Suddenly, somehow, we are sitting at Advent Eve!
Normally I look forward to this day as excitedly as
an overworked bird looks forward to the day her offspring fledge, but this year
I feel quite indifferent.
It’s crept up on me, that’s the trouble. This year
has been a weird conglomeration of parental strife, work woes, Brexit bullcrap
and insomnia, and I haven’t been able to register the passing of time as it’s
happened. Now we’ve hit the last day of November and I’m wondering where the
Hell Spring went.
I know I’ll get into it tomorrow. There’ll be Advent
calendars to open (Mathew has one, even though he’s too little for the
chocolate. Daddy will be helping him on that front, I’m sure.) There’ll be
newspapers that quite clearly have the date DECEMBER 1st on them,
and there’ll be the usual flurry of start-of-the-month e-mails from Head
Office, where mid-level management bods will need to be producing more
pointless spreadsheets to justify their own overpaid, unnecessary existences.

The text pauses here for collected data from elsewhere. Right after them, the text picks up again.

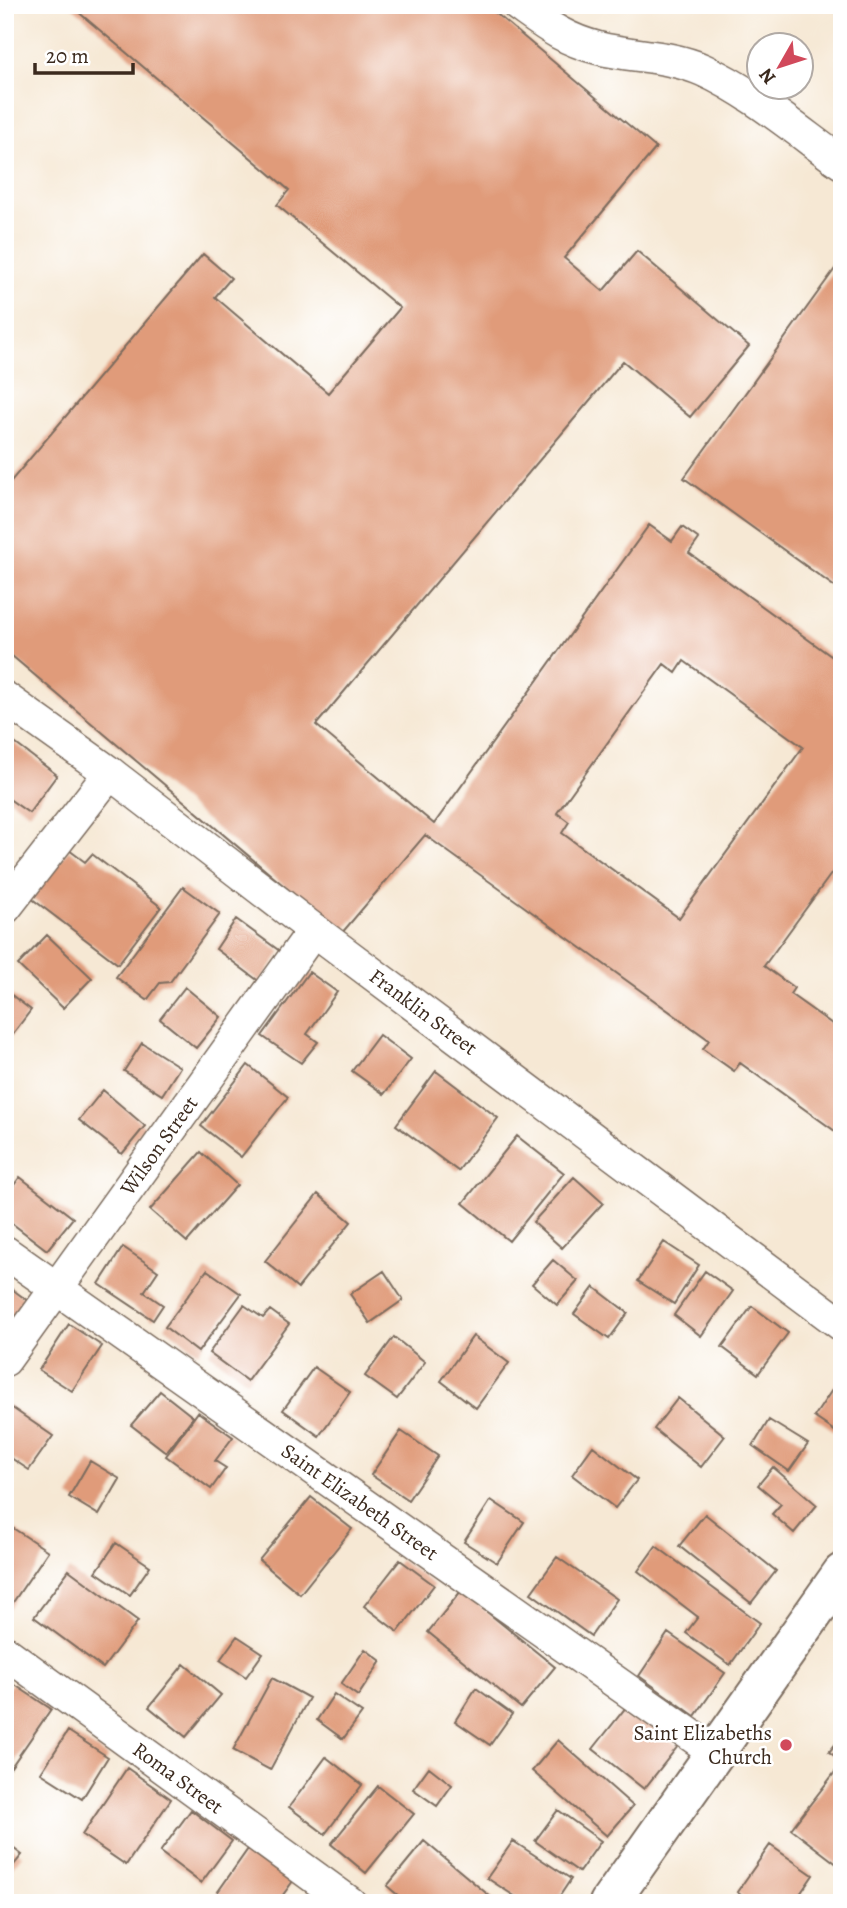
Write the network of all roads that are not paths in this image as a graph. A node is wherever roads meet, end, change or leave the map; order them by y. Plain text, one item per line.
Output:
1 (518, 5) edge
2 (842, 163) edge
3 (5, 698) edge
4 (110, 773) junction
5 (5, 908) edge
6 (314, 930) junction
7 (5, 1252) edge
8 (57, 1289) junction
9 (842, 1325) edge
10 (5, 1360) edge
11 (842, 1573) edge
12 (5, 1652) edge
13 (715, 1752) junction
14 (350, 1903) edge
15 (609, 1903) edge

1 - 2 street
3 - 4 street, Franklin Street
4 - 5 street
4 - 6 street, Franklin Street
6 - 8 street, Wilson Street
6 - 9 street, Franklin Street
7 - 8 street, Saint Elizabeth Street
8 - 10 street, Wilson Street
8 - 13 street, Saint Elizabeth Street
11 - 13 main road
12 - 14 street, Roma Street
13 - 15 main road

Everything just seems to happen so quickly, these
days. I hate to sound old, but I’m sure I remember a time when life moved on
quite steadily, and we could all take odd moments here and there to enjoy the
beauty of the world and appreciate what we had around us. Nowadays it seems
we’re all just rushing on to the next appointment, or the next hour of work, or
the next social media post, or the next celebrity television show, and no-one
pauses for breath. No-one pauses for reflection. No-one allows themselves time
to regroup, re-evaluate and reset. We’re all just charging full-pelt at a
destination we don’t even know, desperately trying to get there before the
other people who, like us, have no idea what they’re doing and are just being
pulled along by the tide. We’re leaderless, rudderless and clueless; driven on
by the cultural obsession with consumerism and instant answers and self.
No wonder the months fly by unattended.